Exercise prompt
Determine how many lines in the listing below contain "شارع", then give only that number.

Provided data
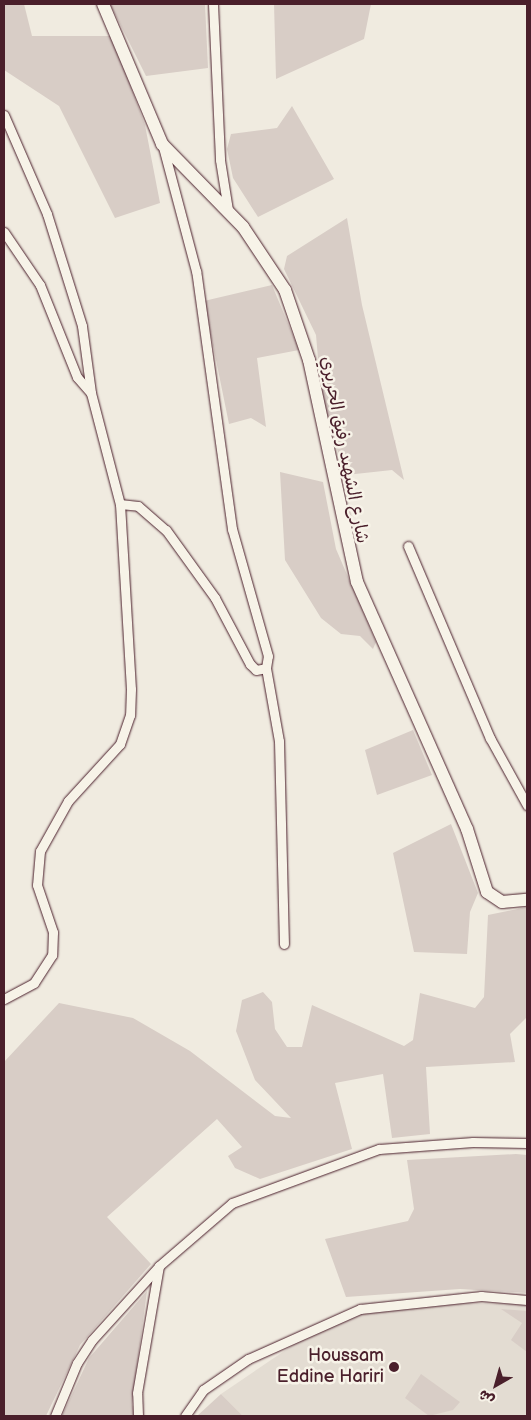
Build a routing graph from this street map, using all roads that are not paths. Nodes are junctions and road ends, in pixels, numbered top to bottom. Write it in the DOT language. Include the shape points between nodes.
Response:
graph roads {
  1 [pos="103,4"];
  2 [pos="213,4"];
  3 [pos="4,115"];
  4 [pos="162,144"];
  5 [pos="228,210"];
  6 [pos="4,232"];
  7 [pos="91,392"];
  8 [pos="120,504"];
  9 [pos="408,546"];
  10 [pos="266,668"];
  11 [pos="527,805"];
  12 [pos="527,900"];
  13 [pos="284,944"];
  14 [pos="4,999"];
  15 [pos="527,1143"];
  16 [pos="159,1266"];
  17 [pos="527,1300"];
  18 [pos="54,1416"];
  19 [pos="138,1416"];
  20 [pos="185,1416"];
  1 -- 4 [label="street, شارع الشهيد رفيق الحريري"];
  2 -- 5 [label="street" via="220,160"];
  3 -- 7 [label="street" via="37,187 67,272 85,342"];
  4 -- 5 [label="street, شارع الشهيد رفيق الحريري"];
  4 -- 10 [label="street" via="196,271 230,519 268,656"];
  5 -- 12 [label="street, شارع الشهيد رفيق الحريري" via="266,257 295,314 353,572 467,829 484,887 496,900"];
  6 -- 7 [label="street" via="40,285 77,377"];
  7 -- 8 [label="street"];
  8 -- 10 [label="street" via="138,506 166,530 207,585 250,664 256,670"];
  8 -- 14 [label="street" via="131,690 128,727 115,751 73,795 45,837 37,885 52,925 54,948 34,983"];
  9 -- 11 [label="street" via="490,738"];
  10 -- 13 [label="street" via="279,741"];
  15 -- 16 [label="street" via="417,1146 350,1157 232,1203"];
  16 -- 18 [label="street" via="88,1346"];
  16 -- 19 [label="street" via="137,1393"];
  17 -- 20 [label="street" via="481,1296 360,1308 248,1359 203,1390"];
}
...
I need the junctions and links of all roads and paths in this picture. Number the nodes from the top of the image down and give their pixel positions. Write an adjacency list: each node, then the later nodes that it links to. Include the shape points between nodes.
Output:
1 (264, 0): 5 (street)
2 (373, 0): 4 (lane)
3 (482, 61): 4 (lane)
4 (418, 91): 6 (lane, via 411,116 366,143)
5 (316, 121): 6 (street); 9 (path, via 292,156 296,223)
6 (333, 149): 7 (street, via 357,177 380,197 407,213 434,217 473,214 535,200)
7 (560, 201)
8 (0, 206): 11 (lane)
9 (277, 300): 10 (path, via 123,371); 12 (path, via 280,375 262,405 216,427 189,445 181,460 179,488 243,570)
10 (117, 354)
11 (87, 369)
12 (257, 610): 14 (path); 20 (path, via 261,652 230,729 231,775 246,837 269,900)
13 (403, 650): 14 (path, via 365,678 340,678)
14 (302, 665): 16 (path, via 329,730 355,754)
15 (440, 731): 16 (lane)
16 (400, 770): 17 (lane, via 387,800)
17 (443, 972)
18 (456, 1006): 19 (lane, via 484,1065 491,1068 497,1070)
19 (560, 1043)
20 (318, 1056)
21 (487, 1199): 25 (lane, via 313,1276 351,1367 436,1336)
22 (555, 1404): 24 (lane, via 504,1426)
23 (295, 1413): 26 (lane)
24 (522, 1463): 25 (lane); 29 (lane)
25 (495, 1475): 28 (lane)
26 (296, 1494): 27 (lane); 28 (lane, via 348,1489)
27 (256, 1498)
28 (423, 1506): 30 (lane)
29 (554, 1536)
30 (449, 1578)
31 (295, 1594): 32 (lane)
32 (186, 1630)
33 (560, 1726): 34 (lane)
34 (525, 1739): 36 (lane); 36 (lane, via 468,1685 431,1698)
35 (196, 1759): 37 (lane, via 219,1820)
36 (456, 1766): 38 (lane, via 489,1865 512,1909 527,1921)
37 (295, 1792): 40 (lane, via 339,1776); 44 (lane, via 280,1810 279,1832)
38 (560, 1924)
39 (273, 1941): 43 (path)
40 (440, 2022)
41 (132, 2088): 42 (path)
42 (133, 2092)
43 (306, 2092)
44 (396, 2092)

Answer to the exercise
3